§ **WORK ORDER**
Give the whole listing again, exactly as written.

··· INFORMATION PROVIDED ···

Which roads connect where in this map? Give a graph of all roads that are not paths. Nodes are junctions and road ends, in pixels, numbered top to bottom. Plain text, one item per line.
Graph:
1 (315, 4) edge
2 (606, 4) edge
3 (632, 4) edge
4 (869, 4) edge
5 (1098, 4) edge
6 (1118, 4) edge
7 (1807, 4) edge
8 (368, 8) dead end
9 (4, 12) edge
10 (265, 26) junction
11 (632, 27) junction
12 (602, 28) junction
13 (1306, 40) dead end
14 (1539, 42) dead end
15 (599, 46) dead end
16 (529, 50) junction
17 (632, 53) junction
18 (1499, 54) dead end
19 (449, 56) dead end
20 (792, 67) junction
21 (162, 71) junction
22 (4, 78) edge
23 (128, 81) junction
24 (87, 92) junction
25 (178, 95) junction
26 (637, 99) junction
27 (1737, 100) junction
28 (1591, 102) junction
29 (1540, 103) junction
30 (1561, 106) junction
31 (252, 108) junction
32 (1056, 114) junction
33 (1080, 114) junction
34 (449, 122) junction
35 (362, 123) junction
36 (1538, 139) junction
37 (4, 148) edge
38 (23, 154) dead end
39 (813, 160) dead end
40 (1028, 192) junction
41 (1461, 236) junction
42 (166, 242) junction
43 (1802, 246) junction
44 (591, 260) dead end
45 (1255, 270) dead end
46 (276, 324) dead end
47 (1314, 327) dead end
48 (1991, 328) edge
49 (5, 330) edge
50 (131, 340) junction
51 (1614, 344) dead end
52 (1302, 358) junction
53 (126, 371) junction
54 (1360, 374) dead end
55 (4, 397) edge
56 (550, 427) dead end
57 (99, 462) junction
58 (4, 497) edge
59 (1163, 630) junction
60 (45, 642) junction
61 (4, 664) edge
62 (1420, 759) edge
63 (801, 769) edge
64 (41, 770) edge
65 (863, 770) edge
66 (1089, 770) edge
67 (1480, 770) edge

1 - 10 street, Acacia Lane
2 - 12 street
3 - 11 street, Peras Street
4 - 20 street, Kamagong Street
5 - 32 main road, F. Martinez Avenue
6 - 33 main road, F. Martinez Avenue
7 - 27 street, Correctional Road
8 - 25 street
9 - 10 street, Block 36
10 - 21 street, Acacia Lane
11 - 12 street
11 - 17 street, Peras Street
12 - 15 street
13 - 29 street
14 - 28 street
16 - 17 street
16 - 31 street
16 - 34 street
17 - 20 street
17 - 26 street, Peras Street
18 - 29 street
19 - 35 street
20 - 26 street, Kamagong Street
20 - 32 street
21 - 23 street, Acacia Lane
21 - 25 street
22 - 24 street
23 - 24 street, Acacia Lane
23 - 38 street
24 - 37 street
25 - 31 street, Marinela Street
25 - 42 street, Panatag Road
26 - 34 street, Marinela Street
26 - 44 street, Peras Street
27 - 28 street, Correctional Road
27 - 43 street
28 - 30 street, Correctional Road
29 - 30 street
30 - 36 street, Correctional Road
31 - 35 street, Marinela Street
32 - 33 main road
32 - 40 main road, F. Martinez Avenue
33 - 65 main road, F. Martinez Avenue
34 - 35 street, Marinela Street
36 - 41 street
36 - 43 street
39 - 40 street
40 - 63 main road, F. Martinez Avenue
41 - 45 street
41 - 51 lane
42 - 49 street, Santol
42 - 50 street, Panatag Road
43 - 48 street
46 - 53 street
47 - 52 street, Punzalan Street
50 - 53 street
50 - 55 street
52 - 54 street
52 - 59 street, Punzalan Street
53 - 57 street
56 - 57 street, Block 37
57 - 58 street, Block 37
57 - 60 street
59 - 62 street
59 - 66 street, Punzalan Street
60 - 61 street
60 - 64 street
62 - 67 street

···

§ **ANSWER TO THE PROBLEM**
Which roads connect where in this map? Give a graph of all roads that are not paths. Nodes are junctions and road ends, in pixels, numbered top to bottom. Plain text, one item per line.
Graph:
1 (315, 4) edge
2 (606, 4) edge
3 (632, 4) edge
4 (869, 4) edge
5 (1098, 4) edge
6 (1118, 4) edge
7 (1807, 4) edge
8 (368, 8) dead end
9 (4, 12) edge
10 (265, 26) junction
11 (632, 27) junction
12 (602, 28) junction
13 (1306, 40) dead end
14 (1539, 42) dead end
15 (599, 46) dead end
16 (529, 50) junction
17 (632, 53) junction
18 (1499, 54) dead end
19 (449, 56) dead end
20 (792, 67) junction
21 (162, 71) junction
22 (4, 78) edge
23 (128, 81) junction
24 (87, 92) junction
25 (178, 95) junction
26 (637, 99) junction
27 (1737, 100) junction
28 (1591, 102) junction
29 (1540, 103) junction
30 (1561, 106) junction
31 (252, 108) junction
32 (1056, 114) junction
33 (1080, 114) junction
34 (449, 122) junction
35 (362, 123) junction
36 (1538, 139) junction
37 (4, 148) edge
38 (23, 154) dead end
39 (813, 160) dead end
40 (1028, 192) junction
41 (1461, 236) junction
42 (166, 242) junction
43 (1802, 246) junction
44 (591, 260) dead end
45 (1255, 270) dead end
46 (276, 324) dead end
47 (1314, 327) dead end
48 (1991, 328) edge
49 (5, 330) edge
50 (131, 340) junction
51 (1614, 344) dead end
52 (1302, 358) junction
53 (126, 371) junction
54 (1360, 374) dead end
55 (4, 397) edge
56 (550, 427) dead end
57 (99, 462) junction
58 (4, 497) edge
59 (1163, 630) junction
60 (45, 642) junction
61 (4, 664) edge
62 (1420, 759) edge
63 (801, 769) edge
64 (41, 770) edge
65 (863, 770) edge
66 (1089, 770) edge
67 (1480, 770) edge

1 - 10 street, Acacia Lane
2 - 12 street
3 - 11 street, Peras Street
4 - 20 street, Kamagong Street
5 - 32 main road, F. Martinez Avenue
6 - 33 main road, F. Martinez Avenue
7 - 27 street, Correctional Road
8 - 25 street
9 - 10 street, Block 36
10 - 21 street, Acacia Lane
11 - 12 street
11 - 17 street, Peras Street
12 - 15 street
13 - 29 street
14 - 28 street
16 - 17 street
16 - 31 street
16 - 34 street
17 - 20 street
17 - 26 street, Peras Street
18 - 29 street
19 - 35 street
20 - 26 street, Kamagong Street
20 - 32 street
21 - 23 street, Acacia Lane
21 - 25 street
22 - 24 street
23 - 24 street, Acacia Lane
23 - 38 street
24 - 37 street
25 - 31 street, Marinela Street
25 - 42 street, Panatag Road
26 - 34 street, Marinela Street
26 - 44 street, Peras Street
27 - 28 street, Correctional Road
27 - 43 street
28 - 30 street, Correctional Road
29 - 30 street
30 - 36 street, Correctional Road
31 - 35 street, Marinela Street
32 - 33 main road
32 - 40 main road, F. Martinez Avenue
33 - 65 main road, F. Martinez Avenue
34 - 35 street, Marinela Street
36 - 41 street
36 - 43 street
39 - 40 street
40 - 63 main road, F. Martinez Avenue
41 - 45 street
41 - 51 lane
42 - 49 street, Santol
42 - 50 street, Panatag Road
43 - 48 street
46 - 53 street
47 - 52 street, Punzalan Street
50 - 53 street
50 - 55 street
52 - 54 street
52 - 59 street, Punzalan Street
53 - 57 street
56 - 57 street, Block 37
57 - 58 street, Block 37
57 - 60 street
59 - 62 street
59 - 66 street, Punzalan Street
60 - 61 street
60 - 64 street
62 - 67 street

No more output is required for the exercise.